Le reste à charge se finance, il ne se paie pas nécessairement au comptant : sur le cas type à Montiers, le reste à charge d'un ménage très modeste ressort à 6 000 € après aide ANAH et prise en charge de l'accompagnement. Étalé sur quinze ans en éco-prêt à taux zéro, cela représente de l'ordre de 35 € par mois, à comparer aux 1 620 € d'économie annuelle attendue sur la facture d'énergie.
Sur ce territoire, le poids du parc collectif indique le nombre de bâtiments concernés par une procédure d'assemblée générale. On relève 2.32 personne(s) par logement, 392 habitants, 97 % de maisons individuelles, en zone climatique H1a. Ces valeurs ne décident d'aucun projet à elles seules, mais elles fixent l'ordre de grandeur dans lequel un chiffrage à Montiers est crédible.
Trois pièces décident du versement à Montiers : le devis portant un gain d'au moins 35 % de consommation conventionnelle, l'attestation RGE de un maître d'œuvre mandaté par le syndicat et la levée des réserves lot par lot. Leur absence ne fait pas perdre le droit à l'aide — jusqu'à 32 000 € — mais elle en gèle le paiement.

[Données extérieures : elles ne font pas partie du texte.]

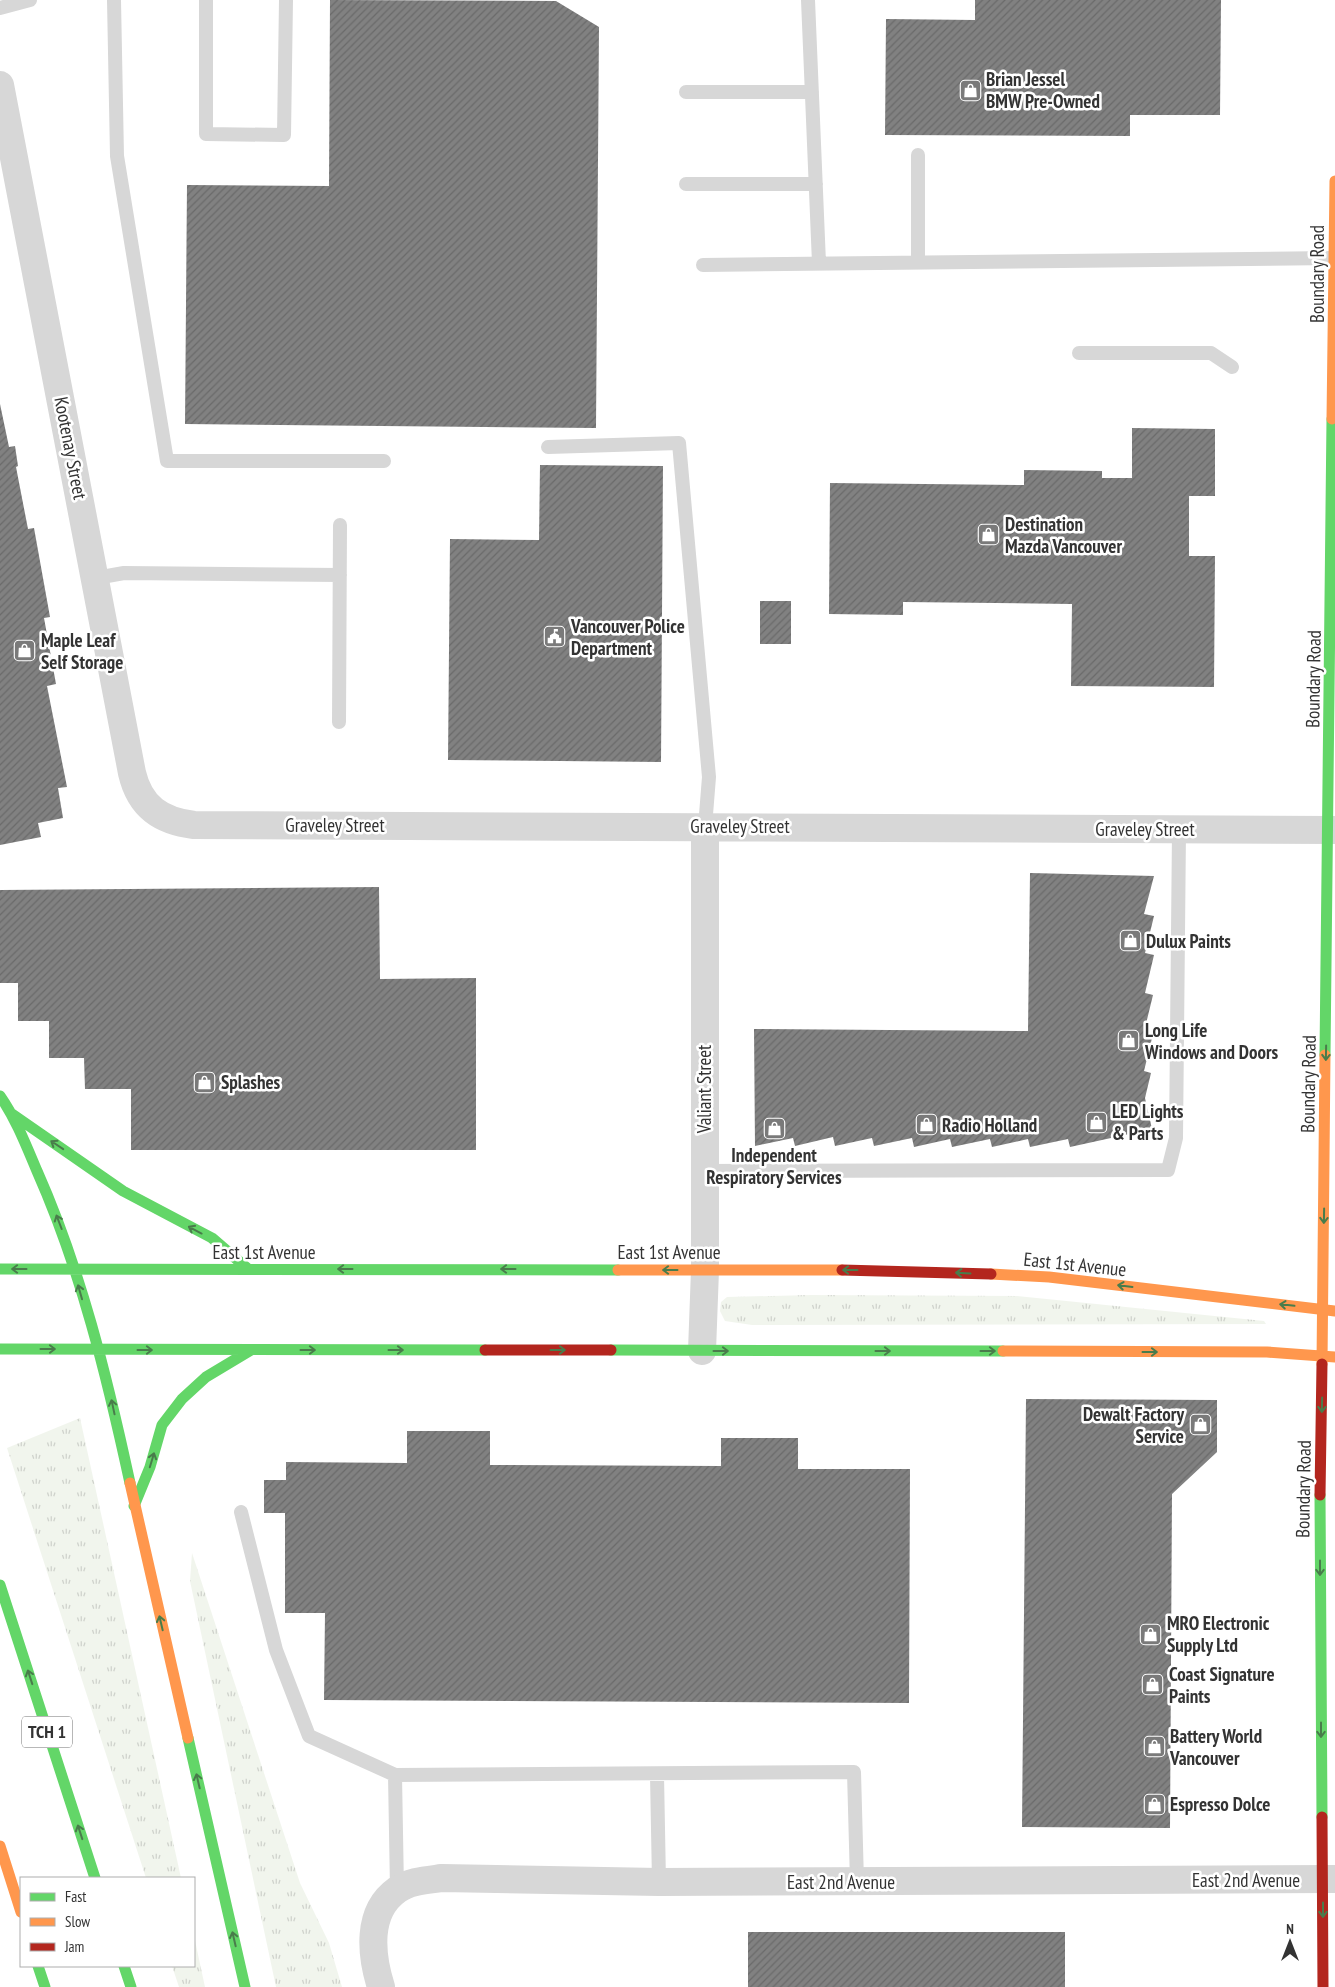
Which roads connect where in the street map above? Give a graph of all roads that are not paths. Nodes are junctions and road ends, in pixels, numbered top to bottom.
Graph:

Le relais de proximité compte autant que le barème national : à Montiers est rattachée à CC du Plateau Picard. Les conseillers France Rénov' de ce périmètre valident la cohérence du projet de un programme voté en assemblée générale et signalent les dispositifs locaux cumulables.
Le choix du scénario change l'assiette : à Montiers, elle passe de 30 000 € HT à deux classes à 40 000 € HT dès trois classes. Avec le programme collectif chiffré autour de 445 500 €, l'arbitrage consiste à vérifier si le poste complémentaire nécessaire pour franchir la troisième classe coûte moins que le supplément d'aide qu'il déclenche.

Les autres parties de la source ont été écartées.